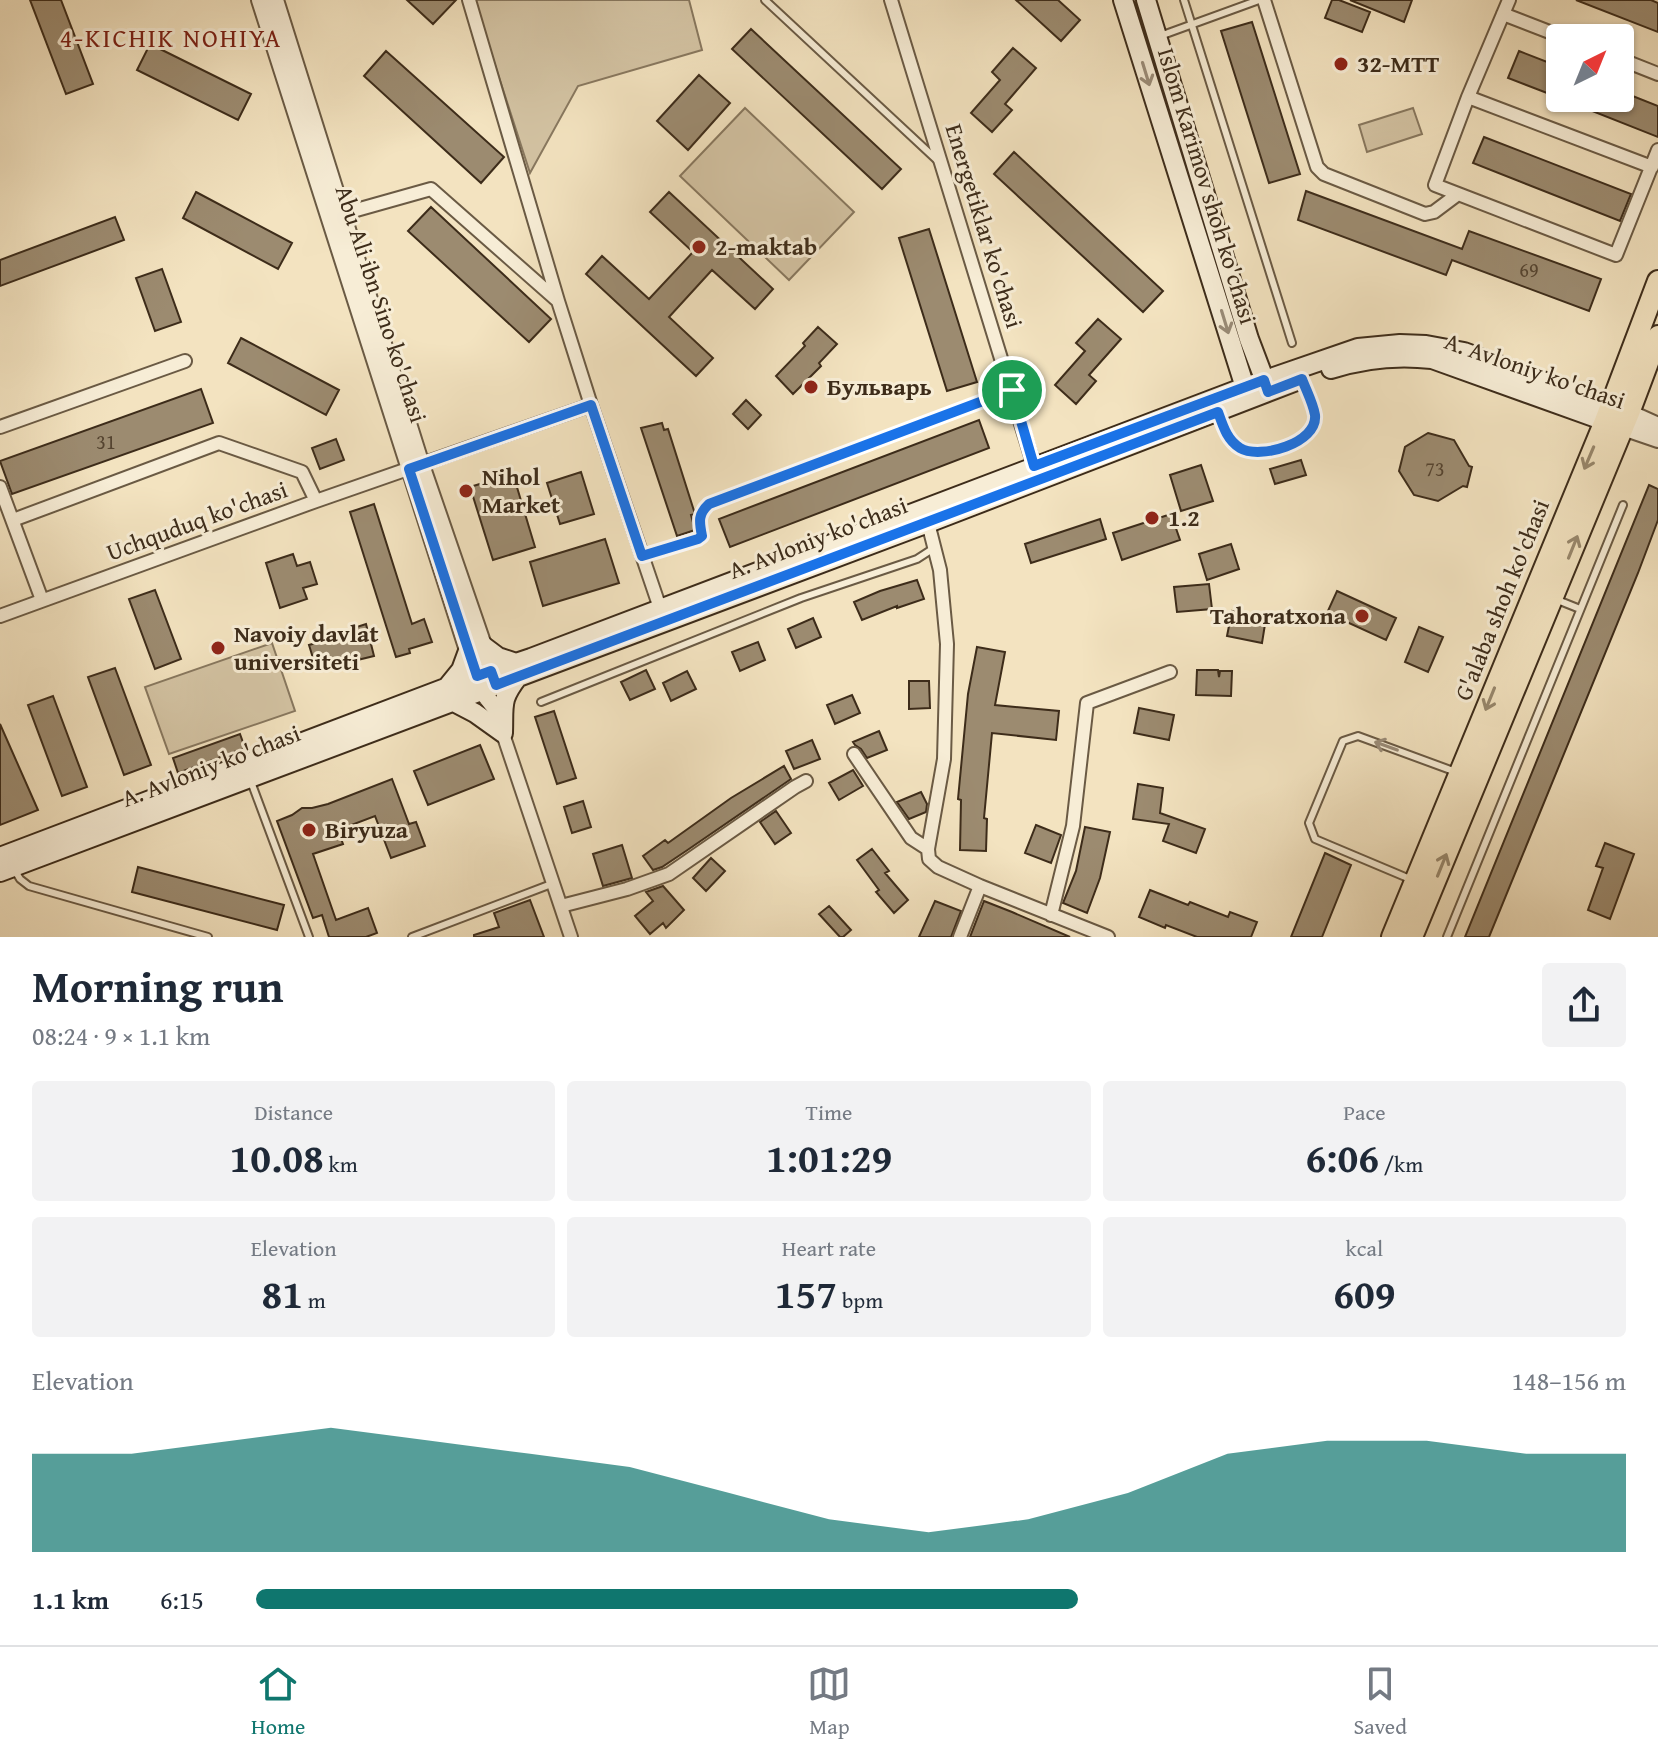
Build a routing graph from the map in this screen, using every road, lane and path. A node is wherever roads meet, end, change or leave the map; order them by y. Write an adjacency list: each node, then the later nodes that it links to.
1 (260, 0): 22 (street, Abu Ali ibn Sino ko'chasi)
2 (275, 0): 22 (street, Abu Ali ibn Sino ko'chasi)
3 (469, 0): 24 (street)
4 (765, 0): 19 (lane)
5 (891, 0): 19 (street, Energetiklar ko'chasi)
6 (1123, 0): 31 (main road, Islom Karimov shoh ko'chasi, one-way to 31)
7 (1146, 0): 14 (main road, Islom Karimov shoh ko'chasi)
8 (1184, 0): 12 (lane)
9 (1262, 0): 12 (lane); 21 (street)
10 (1509, 0): 11 (street)
11 (1503, 14): 13 (street); 17 (street)
12 (1192, 25): 14 (lane); 26 (lane)
13 (1546, 31)
14 (1157, 37): 29 (main road, Islom Karimov shoh ko'chasi)
15 (1634, 65): 16 (street)
16 (1658, 74)
17 (1468, 97): 20 (street); 21 (street)
18 (1658, 150): 20 (street)
19 (942, 164): 30 (street, Energetiklar ko'chasi)
20 (1652, 167): 21 (street)
21 (1458, 194)
22 (335, 216): 24 (street); 39 (street, Abu Ali ibn Sino ko'chasi)
23 (1658, 281): 34 (main road, G'alaba shoh ko'chasi)
24 (558, 301): 32 (street)
25 (1658, 336): 34 (main road, G'alaba shoh ko'chasi)
26 (1292, 343)
27 (185, 361): 36 (street)
28 (1302, 379): 29 (main road, A. Avloniy ko'chasi); 33 (lane); 34 (main road, A. Avloniy ko'chasi)
29 (1266, 386): 31 (main road, A. Avloniy ko'chasi); 34 (main road, A. Avloniy ko'chasi)
30 (1012, 390): 38 (street, Energetiklar ko'chasi); 46 (lane)
31 (1247, 393): 33 (main road, A. Avloniy ko'chasi); 38 (main road, A. Avloniy ko'chasi)
32 (591, 405): 39 (street, Uchquduq ko'chasi); 46 (street)
33 (1218, 412): 44 (main road, A. Avloniy ko'chasi)
34 (1617, 417): 35 (street, A. Avloniy ko'chasi); 37 (street, A. Avloniy ko'chasi); 47 (main road, G'alaba shoh ko'chasi, one-way to 34); 64 (main road, G'alaba shoh ko'chasi, one-way to 64)
35 (1658, 426)
36 (0, 427)
37 (1658, 439)
38 (1034, 466): 49 (main road, A. Avloniy ko'chasi)
39 (415, 467): 41 (street, Uchquduq ko'chasi); 52 (street, Abu Ali ibn Sino ko'chasi)
40 (0, 487): 43 (street)
41 (316, 501): 43 (street); 48 (street, Uchquduq ko'chasi)
42 (1623, 505): 50 (lane)
43 (13, 520): 48 (street)
44 (928, 523): 45 (street); 53 (main road, A. Avloniy ko'chasi)
45 (934, 548): 57 (lane); 68 (street)
46 (642, 556): 49 (street)
47 (1552, 598): 50 (lane); 59 (main road, G'alaba shoh ko'chasi)
48 (42, 600): 51 (street, Uchquduq ko'chasi)
49 (660, 608): 53 (main road, A. Avloniy ko'chasi)
50 (1580, 609): 83 (lane)
51 (0, 616)
52 (475, 648): 53 (main road); 55 (street, Abu Ali ibn Sino ko'chasi); 56 (main road)
53 (517, 670): 55 (main road, A. Avloniy ko'chasi); 60 (main road)
54 (1170, 672): 74 (street)
55 (486, 681): 56 (main road, A. Avloniy ko'chasi); 58 (street, Abu Ali ibn Sino ko'chasi)
56 (450, 694): 60 (main road); 63 (main road, A. Avloniy ko'chasi)
57 (541, 702)
58 (496, 709): 60 (street, Abu Ali ibn Sino ko'chasi)
59 (1500, 725): 61 (lane); 67 (main road, G'alaba shoh ko'chasi)
60 (503, 733): 71 (street, Abu Ali ibn Sino ko'chasi)
61 (1499, 753)
62 (854, 754): 68 (street)
63 (247, 771): 69 (main road, A. Avloniy ko'chasi); 76 (lane)
64 (1459, 774): 70 (main road, G'alaba shoh ko'chasi); 70 (lane, one-way to 70)
65 (806, 781): 73 (street)
66 (1485, 786): 67 (lane)
67 (1465, 808): 82 (main road, G'alaba shoh ko'chasi, one-way to 67)
68 (928, 849): 72 (street)
69 (6, 863): 75 (lane)
70 (1415, 881): 81 (main road, G'alaba shoh ko'chasi)
71 (554, 883): 73 (street, Abu Ali ibn Sino ko'chasi); 77 (lane)
72 (980, 886): 74 (street); 79 (street)
73 (561, 906): 78 (street, Abu Ali ibn Sino ko'chasi)
74 (1051, 915): 80 (street)
75 (208, 937)
76 (309, 937)
77 (412, 937)
78 (571, 937)
79 (960, 937)
80 (1108, 937)
81 (1392, 937)
82 (1412, 937)
83 (1447, 937)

──────────────────────────────

• _TASK OBJECTIVE_
Pictures don't belong in the copy. Transcribe every record exactly as it appears.

• _RESULT_
Build a routing graph from the map in this screen, using every road, lane and path. A node is wherever roads meet, end, change or leave the map; order them by y. Write an adjacency list: each node, then the later nodes that it links to.
1 (260, 0): 22 (street, Abu Ali ibn Sino ko'chasi)
2 (275, 0): 22 (street, Abu Ali ibn Sino ko'chasi)
3 (469, 0): 24 (street)
4 (765, 0): 19 (lane)
5 (891, 0): 19 (street, Energetiklar ko'chasi)
6 (1123, 0): 31 (main road, Islom Karimov shoh ko'chasi, one-way to 31)
7 (1146, 0): 14 (main road, Islom Karimov shoh ko'chasi)
8 (1184, 0): 12 (lane)
9 (1262, 0): 12 (lane); 21 (street)
10 (1509, 0): 11 (street)
11 (1503, 14): 13 (street); 17 (street)
12 (1192, 25): 14 (lane); 26 (lane)
13 (1546, 31)
14 (1157, 37): 29 (main road, Islom Karimov shoh ko'chasi)
15 (1634, 65): 16 (street)
16 (1658, 74)
17 (1468, 97): 20 (street); 21 (street)
18 (1658, 150): 20 (street)
19 (942, 164): 30 (street, Energetiklar ko'chasi)
20 (1652, 167): 21 (street)
21 (1458, 194)
22 (335, 216): 24 (street); 39 (street, Abu Ali ibn Sino ko'chasi)
23 (1658, 281): 34 (main road, G'alaba shoh ko'chasi)
24 (558, 301): 32 (street)
25 (1658, 336): 34 (main road, G'alaba shoh ko'chasi)
26 (1292, 343)
27 (185, 361): 36 (street)
28 (1302, 379): 29 (main road, A. Avloniy ko'chasi); 33 (lane); 34 (main road, A. Avloniy ko'chasi)
29 (1266, 386): 31 (main road, A. Avloniy ko'chasi); 34 (main road, A. Avloniy ko'chasi)
30 (1012, 390): 38 (street, Energetiklar ko'chasi); 46 (lane)
31 (1247, 393): 33 (main road, A. Avloniy ko'chasi); 38 (main road, A. Avloniy ko'chasi)
32 (591, 405): 39 (street, Uchquduq ko'chasi); 46 (street)
33 (1218, 412): 44 (main road, A. Avloniy ko'chasi)
34 (1617, 417): 35 (street, A. Avloniy ko'chasi); 37 (street, A. Avloniy ko'chasi); 47 (main road, G'alaba shoh ko'chasi, one-way to 34); 64 (main road, G'alaba shoh ko'chasi, one-way to 64)
35 (1658, 426)
36 (0, 427)
37 (1658, 439)
38 (1034, 466): 49 (main road, A. Avloniy ko'chasi)
39 (415, 467): 41 (street, Uchquduq ko'chasi); 52 (street, Abu Ali ibn Sino ko'chasi)
40 (0, 487): 43 (street)
41 (316, 501): 43 (street); 48 (street, Uchquduq ko'chasi)
42 (1623, 505): 50 (lane)
43 (13, 520): 48 (street)
44 (928, 523): 45 (street); 53 (main road, A. Avloniy ko'chasi)
45 (934, 548): 57 (lane); 68 (street)
46 (642, 556): 49 (street)
47 (1552, 598): 50 (lane); 59 (main road, G'alaba shoh ko'chasi)
48 (42, 600): 51 (street, Uchquduq ko'chasi)
49 (660, 608): 53 (main road, A. Avloniy ko'chasi)
50 (1580, 609): 83 (lane)
51 (0, 616)
52 (475, 648): 53 (main road); 55 (street, Abu Ali ibn Sino ko'chasi); 56 (main road)
53 (517, 670): 55 (main road, A. Avloniy ko'chasi); 60 (main road)
54 (1170, 672): 74 (street)
55 (486, 681): 56 (main road, A. Avloniy ko'chasi); 58 (street, Abu Ali ibn Sino ko'chasi)
56 (450, 694): 60 (main road); 63 (main road, A. Avloniy ko'chasi)
57 (541, 702)
58 (496, 709): 60 (street, Abu Ali ibn Sino ko'chasi)
59 (1500, 725): 61 (lane); 67 (main road, G'alaba shoh ko'chasi)
60 (503, 733): 71 (street, Abu Ali ibn Sino ko'chasi)
61 (1499, 753)
62 (854, 754): 68 (street)
63 (247, 771): 69 (main road, A. Avloniy ko'chasi); 76 (lane)
64 (1459, 774): 70 (main road, G'alaba shoh ko'chasi); 70 (lane, one-way to 70)
65 (806, 781): 73 (street)
66 (1485, 786): 67 (lane)
67 (1465, 808): 82 (main road, G'alaba shoh ko'chasi, one-way to 67)
68 (928, 849): 72 (street)
69 (6, 863): 75 (lane)
70 (1415, 881): 81 (main road, G'alaba shoh ko'chasi)
71 (554, 883): 73 (street, Abu Ali ibn Sino ko'chasi); 77 (lane)
72 (980, 886): 74 (street); 79 (street)
73 (561, 906): 78 (street, Abu Ali ibn Sino ko'chasi)
74 (1051, 915): 80 (street)
75 (208, 937)
76 (309, 937)
77 (412, 937)
78 (571, 937)
79 (960, 937)
80 (1108, 937)
81 (1392, 937)
82 (1412, 937)
83 (1447, 937)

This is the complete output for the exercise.